### Assignment
Search the listing below for the string "edges" and copy every line where it occurs.

★ ★ ★ ★ ★

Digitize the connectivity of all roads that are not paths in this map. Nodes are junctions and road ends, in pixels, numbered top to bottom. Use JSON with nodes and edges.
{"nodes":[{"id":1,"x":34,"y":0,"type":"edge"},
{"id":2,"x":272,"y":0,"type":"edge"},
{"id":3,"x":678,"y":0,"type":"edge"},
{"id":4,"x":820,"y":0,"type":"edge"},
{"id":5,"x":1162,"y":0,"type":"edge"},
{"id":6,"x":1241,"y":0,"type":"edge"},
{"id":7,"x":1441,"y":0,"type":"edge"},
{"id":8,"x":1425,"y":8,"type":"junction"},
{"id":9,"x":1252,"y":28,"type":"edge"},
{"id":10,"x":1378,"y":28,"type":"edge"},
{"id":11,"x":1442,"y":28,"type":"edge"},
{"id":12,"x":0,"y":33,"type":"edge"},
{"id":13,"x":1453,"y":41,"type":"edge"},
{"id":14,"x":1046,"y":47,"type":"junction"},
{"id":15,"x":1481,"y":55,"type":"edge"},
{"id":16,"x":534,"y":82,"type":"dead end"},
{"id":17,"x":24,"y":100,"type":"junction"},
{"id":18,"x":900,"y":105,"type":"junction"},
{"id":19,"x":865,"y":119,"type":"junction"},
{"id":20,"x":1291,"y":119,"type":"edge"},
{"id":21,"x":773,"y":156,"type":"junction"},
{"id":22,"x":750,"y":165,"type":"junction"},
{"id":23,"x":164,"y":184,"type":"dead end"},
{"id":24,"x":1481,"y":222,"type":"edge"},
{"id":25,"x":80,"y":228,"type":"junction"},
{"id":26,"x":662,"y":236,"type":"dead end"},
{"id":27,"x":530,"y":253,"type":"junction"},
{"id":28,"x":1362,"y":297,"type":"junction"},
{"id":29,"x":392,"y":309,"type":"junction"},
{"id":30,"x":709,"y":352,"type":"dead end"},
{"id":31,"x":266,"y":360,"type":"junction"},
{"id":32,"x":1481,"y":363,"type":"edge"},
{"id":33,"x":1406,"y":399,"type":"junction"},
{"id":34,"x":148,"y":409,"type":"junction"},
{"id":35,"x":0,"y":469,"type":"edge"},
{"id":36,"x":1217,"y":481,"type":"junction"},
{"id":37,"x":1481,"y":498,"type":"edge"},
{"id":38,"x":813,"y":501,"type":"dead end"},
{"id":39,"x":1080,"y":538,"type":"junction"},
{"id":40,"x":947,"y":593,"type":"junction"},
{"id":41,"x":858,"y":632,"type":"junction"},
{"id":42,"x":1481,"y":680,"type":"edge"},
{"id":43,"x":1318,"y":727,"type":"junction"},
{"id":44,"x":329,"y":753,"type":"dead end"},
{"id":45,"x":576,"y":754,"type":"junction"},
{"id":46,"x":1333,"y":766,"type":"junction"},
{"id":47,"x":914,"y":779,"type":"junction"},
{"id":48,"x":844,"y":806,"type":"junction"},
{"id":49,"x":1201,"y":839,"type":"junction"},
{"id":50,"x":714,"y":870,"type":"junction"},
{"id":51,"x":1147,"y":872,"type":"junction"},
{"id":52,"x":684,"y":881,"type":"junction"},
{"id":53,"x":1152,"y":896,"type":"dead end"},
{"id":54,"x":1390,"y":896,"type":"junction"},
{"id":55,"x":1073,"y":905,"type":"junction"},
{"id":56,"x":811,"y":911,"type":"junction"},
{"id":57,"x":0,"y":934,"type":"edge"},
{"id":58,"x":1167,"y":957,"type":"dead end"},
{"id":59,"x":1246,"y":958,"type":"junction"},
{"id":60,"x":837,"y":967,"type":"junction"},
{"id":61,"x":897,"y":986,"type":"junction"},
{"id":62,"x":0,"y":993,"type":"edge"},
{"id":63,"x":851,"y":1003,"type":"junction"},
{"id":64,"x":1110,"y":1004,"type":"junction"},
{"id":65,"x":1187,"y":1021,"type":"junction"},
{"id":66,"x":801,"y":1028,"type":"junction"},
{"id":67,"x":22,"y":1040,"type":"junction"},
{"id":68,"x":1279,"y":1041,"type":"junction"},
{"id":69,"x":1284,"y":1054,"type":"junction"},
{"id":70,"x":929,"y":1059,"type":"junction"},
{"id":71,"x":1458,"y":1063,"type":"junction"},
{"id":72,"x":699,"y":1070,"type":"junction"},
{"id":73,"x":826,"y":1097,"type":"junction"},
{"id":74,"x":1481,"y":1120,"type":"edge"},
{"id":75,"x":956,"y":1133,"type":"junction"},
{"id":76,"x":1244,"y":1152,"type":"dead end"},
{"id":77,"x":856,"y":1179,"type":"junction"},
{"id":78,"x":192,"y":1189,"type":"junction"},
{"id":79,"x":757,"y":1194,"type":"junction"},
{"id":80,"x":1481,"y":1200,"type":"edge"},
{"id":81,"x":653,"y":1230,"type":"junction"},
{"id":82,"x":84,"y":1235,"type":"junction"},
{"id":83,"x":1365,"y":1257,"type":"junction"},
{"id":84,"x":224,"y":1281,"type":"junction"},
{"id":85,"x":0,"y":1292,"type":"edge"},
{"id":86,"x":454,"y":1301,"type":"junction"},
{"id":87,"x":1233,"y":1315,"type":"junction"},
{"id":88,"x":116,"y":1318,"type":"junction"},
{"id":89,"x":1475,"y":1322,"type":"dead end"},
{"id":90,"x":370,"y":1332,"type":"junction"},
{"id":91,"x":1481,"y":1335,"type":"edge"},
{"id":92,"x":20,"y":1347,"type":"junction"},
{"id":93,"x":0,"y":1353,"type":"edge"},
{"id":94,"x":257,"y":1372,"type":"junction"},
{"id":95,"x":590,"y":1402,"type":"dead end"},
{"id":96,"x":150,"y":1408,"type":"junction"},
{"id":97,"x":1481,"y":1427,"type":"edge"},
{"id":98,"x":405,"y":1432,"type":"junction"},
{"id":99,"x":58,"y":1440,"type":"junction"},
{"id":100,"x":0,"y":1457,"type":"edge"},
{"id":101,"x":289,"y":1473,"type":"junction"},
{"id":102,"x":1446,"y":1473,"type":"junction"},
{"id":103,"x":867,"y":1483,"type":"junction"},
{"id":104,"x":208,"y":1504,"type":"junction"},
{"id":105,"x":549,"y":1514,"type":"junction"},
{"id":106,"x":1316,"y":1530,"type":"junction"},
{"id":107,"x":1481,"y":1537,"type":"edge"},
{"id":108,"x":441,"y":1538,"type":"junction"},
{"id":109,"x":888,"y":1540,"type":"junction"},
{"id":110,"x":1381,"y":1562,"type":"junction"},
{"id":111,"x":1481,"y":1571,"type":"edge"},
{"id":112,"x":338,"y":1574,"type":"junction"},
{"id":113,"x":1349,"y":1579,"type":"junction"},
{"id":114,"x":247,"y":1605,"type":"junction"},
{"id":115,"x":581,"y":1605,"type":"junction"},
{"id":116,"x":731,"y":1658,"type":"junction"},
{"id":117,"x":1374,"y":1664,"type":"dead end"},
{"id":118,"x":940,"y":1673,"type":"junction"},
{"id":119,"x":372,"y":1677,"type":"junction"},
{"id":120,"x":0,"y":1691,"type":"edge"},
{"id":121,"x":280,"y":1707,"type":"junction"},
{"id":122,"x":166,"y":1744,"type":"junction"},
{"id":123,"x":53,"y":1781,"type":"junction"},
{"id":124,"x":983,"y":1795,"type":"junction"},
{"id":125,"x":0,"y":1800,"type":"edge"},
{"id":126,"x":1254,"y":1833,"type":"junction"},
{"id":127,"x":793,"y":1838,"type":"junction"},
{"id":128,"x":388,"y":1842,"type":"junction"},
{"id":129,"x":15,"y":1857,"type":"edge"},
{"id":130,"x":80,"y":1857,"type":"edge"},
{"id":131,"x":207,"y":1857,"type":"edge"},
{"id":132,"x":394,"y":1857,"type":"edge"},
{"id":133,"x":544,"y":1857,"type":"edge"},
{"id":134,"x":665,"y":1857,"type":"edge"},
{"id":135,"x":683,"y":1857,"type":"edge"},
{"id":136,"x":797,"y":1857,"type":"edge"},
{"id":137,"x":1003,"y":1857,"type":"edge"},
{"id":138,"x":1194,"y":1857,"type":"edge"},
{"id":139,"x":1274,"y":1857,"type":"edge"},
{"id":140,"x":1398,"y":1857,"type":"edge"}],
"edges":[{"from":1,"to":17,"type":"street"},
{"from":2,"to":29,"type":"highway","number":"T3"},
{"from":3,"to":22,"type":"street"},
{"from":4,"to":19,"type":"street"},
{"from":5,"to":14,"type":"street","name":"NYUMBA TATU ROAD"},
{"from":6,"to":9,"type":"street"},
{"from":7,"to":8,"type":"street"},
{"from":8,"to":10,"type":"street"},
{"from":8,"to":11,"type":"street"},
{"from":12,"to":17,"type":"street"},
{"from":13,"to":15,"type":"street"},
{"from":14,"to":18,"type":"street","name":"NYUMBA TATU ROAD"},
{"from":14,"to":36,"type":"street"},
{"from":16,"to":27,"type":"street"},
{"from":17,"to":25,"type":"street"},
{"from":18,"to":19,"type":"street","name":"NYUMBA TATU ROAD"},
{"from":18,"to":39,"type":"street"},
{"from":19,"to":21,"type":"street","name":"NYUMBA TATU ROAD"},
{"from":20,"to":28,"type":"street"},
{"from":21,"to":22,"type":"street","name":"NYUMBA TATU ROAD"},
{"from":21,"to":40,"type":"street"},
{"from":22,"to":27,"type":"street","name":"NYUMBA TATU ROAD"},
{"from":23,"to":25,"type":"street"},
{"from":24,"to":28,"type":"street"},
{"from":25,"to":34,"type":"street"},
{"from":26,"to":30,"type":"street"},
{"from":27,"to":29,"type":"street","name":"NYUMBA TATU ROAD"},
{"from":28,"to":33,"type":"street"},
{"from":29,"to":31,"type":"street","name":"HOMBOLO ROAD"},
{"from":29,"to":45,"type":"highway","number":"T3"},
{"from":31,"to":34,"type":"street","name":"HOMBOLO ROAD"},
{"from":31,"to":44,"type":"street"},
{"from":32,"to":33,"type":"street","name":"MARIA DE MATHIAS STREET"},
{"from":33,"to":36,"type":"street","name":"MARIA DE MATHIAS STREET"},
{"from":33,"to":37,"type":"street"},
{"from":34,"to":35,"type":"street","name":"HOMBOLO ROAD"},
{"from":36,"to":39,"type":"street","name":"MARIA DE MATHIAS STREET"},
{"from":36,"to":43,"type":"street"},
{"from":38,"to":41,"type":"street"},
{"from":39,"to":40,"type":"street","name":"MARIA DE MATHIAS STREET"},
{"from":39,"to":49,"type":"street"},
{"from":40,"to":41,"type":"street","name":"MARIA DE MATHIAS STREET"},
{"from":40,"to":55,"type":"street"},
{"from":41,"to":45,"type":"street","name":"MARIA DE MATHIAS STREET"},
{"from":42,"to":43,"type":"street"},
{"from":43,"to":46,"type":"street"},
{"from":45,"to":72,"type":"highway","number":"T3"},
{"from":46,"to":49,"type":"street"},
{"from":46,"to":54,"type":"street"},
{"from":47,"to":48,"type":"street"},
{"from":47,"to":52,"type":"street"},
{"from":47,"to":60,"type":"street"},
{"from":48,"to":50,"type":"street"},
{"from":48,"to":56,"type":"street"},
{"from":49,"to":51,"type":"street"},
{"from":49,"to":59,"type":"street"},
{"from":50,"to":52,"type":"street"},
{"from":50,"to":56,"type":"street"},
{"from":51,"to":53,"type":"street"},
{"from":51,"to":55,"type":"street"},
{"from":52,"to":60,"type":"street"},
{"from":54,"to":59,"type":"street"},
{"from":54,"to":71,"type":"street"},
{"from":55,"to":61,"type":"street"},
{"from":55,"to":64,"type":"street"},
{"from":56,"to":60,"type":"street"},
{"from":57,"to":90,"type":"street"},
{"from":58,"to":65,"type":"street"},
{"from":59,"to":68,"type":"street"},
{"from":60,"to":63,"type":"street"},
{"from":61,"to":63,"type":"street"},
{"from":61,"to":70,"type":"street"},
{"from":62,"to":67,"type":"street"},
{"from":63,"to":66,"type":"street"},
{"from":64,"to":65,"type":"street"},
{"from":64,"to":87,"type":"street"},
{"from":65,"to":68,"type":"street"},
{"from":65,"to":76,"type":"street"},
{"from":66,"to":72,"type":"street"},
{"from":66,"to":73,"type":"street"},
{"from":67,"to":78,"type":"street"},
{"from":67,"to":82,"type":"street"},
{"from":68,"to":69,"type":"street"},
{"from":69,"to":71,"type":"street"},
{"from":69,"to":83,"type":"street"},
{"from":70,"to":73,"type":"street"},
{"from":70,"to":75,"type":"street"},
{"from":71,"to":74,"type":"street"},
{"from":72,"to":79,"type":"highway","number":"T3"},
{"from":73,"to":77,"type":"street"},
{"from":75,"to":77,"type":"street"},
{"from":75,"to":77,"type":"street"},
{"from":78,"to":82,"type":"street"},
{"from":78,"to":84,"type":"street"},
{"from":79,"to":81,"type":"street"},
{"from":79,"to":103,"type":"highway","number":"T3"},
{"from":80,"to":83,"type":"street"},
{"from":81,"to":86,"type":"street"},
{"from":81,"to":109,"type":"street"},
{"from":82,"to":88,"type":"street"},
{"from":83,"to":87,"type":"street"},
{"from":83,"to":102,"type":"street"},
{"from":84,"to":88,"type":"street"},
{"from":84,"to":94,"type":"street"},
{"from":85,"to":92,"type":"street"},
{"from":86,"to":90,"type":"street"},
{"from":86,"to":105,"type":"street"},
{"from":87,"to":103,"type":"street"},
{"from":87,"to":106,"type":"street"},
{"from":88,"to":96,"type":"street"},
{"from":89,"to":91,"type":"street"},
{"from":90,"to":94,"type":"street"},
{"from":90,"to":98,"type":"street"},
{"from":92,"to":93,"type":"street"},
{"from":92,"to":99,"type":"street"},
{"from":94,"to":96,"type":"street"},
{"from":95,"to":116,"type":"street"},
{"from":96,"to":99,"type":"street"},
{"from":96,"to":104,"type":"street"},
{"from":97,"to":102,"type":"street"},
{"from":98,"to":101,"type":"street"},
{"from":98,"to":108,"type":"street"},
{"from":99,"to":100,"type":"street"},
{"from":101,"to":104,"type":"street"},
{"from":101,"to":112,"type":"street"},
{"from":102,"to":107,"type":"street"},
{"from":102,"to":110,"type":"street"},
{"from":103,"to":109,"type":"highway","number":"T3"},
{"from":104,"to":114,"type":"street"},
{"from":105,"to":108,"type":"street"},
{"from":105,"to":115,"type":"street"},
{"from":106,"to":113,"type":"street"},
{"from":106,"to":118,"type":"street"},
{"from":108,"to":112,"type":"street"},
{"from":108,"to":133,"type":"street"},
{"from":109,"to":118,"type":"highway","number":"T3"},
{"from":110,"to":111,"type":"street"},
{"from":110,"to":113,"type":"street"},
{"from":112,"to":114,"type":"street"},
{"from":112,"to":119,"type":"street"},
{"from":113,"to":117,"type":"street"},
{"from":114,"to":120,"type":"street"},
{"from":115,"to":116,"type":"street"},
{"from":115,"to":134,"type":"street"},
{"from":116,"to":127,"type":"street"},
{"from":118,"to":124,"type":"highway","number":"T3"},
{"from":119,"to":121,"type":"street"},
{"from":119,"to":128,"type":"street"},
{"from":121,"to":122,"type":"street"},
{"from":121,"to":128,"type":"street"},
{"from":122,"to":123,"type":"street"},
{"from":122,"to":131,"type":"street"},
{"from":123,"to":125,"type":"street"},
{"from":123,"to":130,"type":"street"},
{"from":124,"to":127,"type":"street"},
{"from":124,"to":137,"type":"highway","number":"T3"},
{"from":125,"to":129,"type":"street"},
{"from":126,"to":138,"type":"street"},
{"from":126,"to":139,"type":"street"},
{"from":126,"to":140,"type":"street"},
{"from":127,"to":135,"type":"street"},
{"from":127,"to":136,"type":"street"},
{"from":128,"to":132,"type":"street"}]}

★ ★ ★ ★ ★

### Response area
Digitize the connectivity of all roads that are not paths in this map. Nodes are junctions and road ends, in pixels, numbered top to bottom. Use JSON with nodes and edges.
"edges":[{"from":1,"to":17,"type":"street"},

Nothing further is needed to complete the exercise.